What you have to do »
What you return should be every line below, word for word, and none of the images.

Stored data entries:

* * * * *

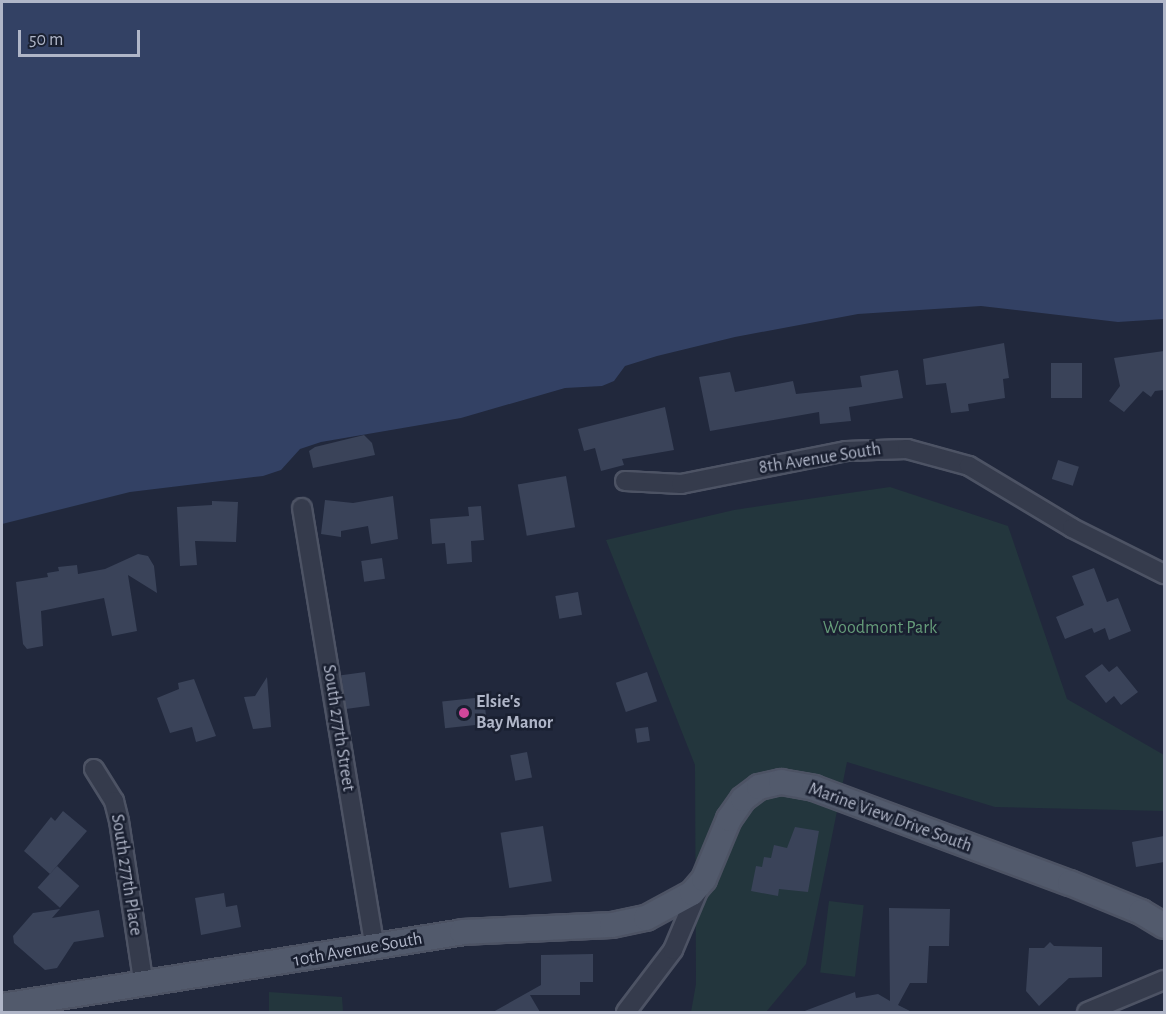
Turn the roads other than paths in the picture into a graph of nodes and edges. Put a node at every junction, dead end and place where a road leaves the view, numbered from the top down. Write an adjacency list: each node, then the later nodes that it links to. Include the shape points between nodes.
1 (625, 482): 3 (street, 8th Avenue South, via 681,484 846,451 916,450 969,466 1090,538)
2 (302, 508): 7 (street, South 277th Street)
3 (1164, 574)
4 (94, 769): 9 (street, South 277th Place, via 114,801 119,821)
5 (704, 879): 6 (main road, Marine View Drive South, via 729,819 743,798 768,783 790,783 814,788 1070,883 1141,912); 7 (main road, 10th Avenue South, via 673,907 629,922 496,929); 11 (street, Marine View Drive South, via 673,950)
6 (1164, 927)
7 (375, 948): 9 (main road, 10th Avenue South)
8 (1164, 980): 12 (street)
9 (144, 986): 10 (main road, 10th Avenue South)
10 (2, 1006)
11 (626, 1012)
12 (1087, 1012)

* * * * *

Solution to this task »
Turn the roads other than paths in the picture into a graph of nodes and edges. Put a node at every junction, dead end and place where a road leaves the view, numbered from the top down. Write an adjacency list: each node, then the later nodes that it links to. Include the shape points between nodes.
1 (625, 482): 3 (street, 8th Avenue South, via 681,484 846,451 916,450 969,466 1090,538)
2 (302, 508): 7 (street, South 277th Street)
3 (1164, 574)
4 (94, 769): 9 (street, South 277th Place, via 114,801 119,821)
5 (704, 879): 6 (main road, Marine View Drive South, via 729,819 743,798 768,783 790,783 814,788 1070,883 1141,912); 7 (main road, 10th Avenue South, via 673,907 629,922 496,929); 11 (street, Marine View Drive South, via 673,950)
6 (1164, 927)
7 (375, 948): 9 (main road, 10th Avenue South)
8 (1164, 980): 12 (street)
9 (144, 986): 10 (main road, 10th Avenue South)
10 (2, 1006)
11 (626, 1012)
12 (1087, 1012)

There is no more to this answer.